### Work required
Leaving out the pictures, please retype each record exactly.

### Dataset entries

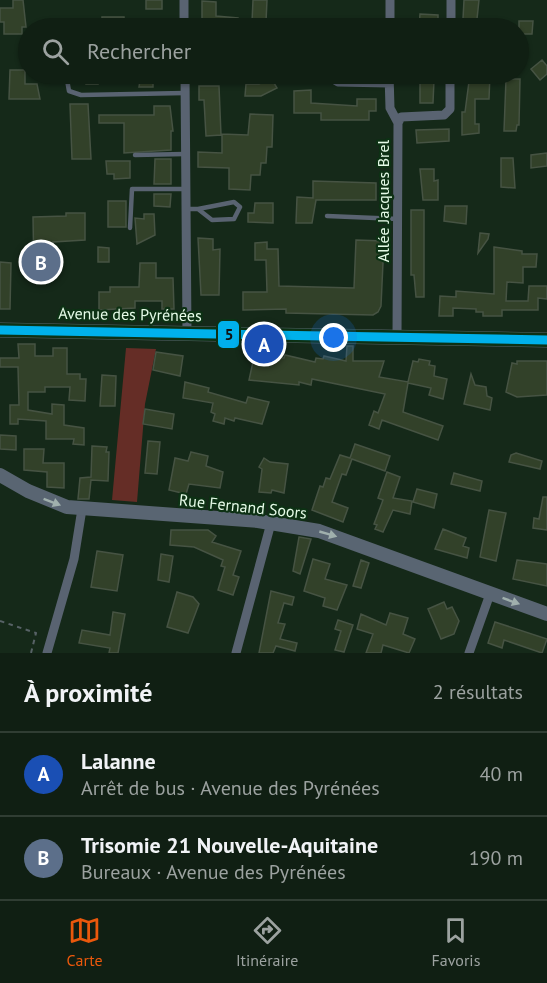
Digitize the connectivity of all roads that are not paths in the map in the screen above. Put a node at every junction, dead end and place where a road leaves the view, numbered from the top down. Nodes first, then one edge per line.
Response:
1 (184, 0) edge
2 (390, 0) edge
3 (451, 0) edge
4 (184, 18) edge
5 (390, 18) edge
6 (451, 18) edge
7 (68, 84) edge
8 (185, 84) edge
9 (389, 84) edge
10 (450, 84) edge
11 (185, 93) junction
12 (398, 123) junction
13 (185, 154) junction
14 (135, 155) dead end
15 (186, 189) junction
16 (186, 209) junction
17 (198, 209) junction
18 (327, 216) dead end
19 (399, 219) junction
20 (130, 228) dead end
21 (0, 330) edge
22 (187, 333) junction
23 (397, 337) junction
24 (547, 340) edge
25 (0, 475) edge
26 (82, 509) junction
27 (272, 523) junction
28 (490, 594) junction
29 (547, 614) edge
30 (47, 653) edge
31 (236, 653) edge
32 (469, 653) edge

1 - 4 street
2 - 5 street
3 - 6 street
7 - 11 lane
8 - 11 street
9 - 12 street
10 - 12 street, Allée Jacques Brel
11 - 13 street
12 - 19 street, Allée Jacques Brel
13 - 14 lane
13 - 15 street
15 - 16 street
15 - 20 lane
16 - 17 lane
16 - 22 street
17 - 17 lane
18 - 19 lane
19 - 23 street, Allée Jacques Brel
21 - 22 main road, Avenue des Pyrénées
22 - 23 main road, Avenue des Pyrénées
23 - 24 main road, Avenue des Pyrénées
25 -> 26 street, Rue Fernand Soors
26 - 27 street, Rue Fernand Soors
26 - 30 street
27 -> 28 street, Rue Fernand Soors
27 - 31 street
28 -> 29 street, Rue Fernand Soors
28 - 32 street

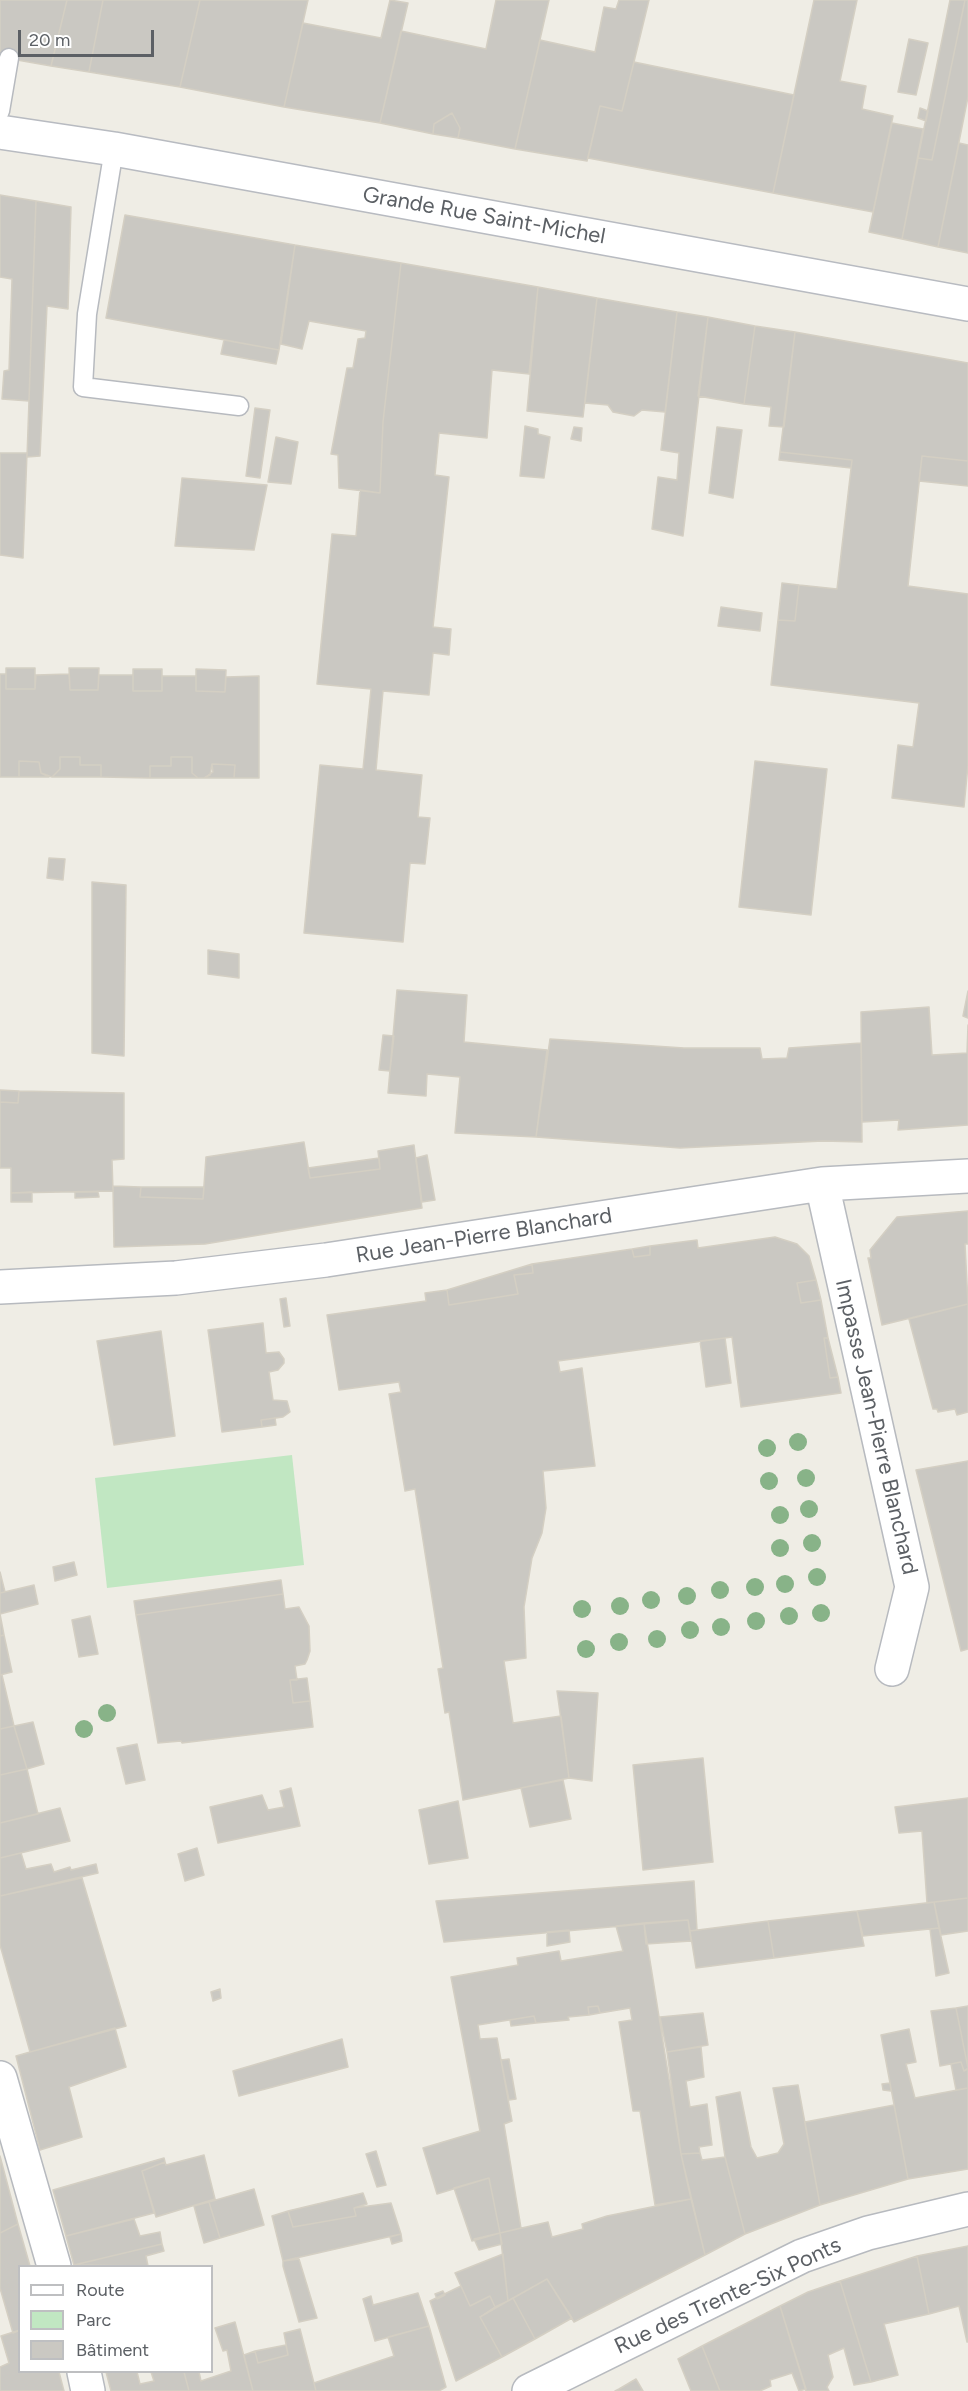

### Answer for this exercise
Digitize the connectivity of all roads that are not paths in the map in the screen above. Put a node at every junction, dead end and place where a road leaves the view, numbered from the top down. Nodes first, then one edge per line.
Response:
1 (184, 0) edge
2 (390, 0) edge
3 (451, 0) edge
4 (184, 18) edge
5 (390, 18) edge
6 (451, 18) edge
7 (68, 84) edge
8 (185, 84) edge
9 (389, 84) edge
10 (450, 84) edge
11 (185, 93) junction
12 (398, 123) junction
13 (185, 154) junction
14 (135, 155) dead end
15 (186, 189) junction
16 (186, 209) junction
17 (198, 209) junction
18 (327, 216) dead end
19 (399, 219) junction
20 (130, 228) dead end
21 (0, 330) edge
22 (187, 333) junction
23 (397, 337) junction
24 (547, 340) edge
25 (0, 475) edge
26 (82, 509) junction
27 (272, 523) junction
28 (490, 594) junction
29 (547, 614) edge
30 (47, 653) edge
31 (236, 653) edge
32 (469, 653) edge

1 - 4 street
2 - 5 street
3 - 6 street
7 - 11 lane
8 - 11 street
9 - 12 street
10 - 12 street, Allée Jacques Brel
11 - 13 street
12 - 19 street, Allée Jacques Brel
13 - 14 lane
13 - 15 street
15 - 16 street
15 - 20 lane
16 - 17 lane
16 - 22 street
17 - 17 lane
18 - 19 lane
19 - 23 street, Allée Jacques Brel
21 - 22 main road, Avenue des Pyrénées
22 - 23 main road, Avenue des Pyrénées
23 - 24 main road, Avenue des Pyrénées
25 -> 26 street, Rue Fernand Soors
26 - 27 street, Rue Fernand Soors
26 - 30 street
27 -> 28 street, Rue Fernand Soors
27 - 31 street
28 -> 29 street, Rue Fernand Soors
28 - 32 street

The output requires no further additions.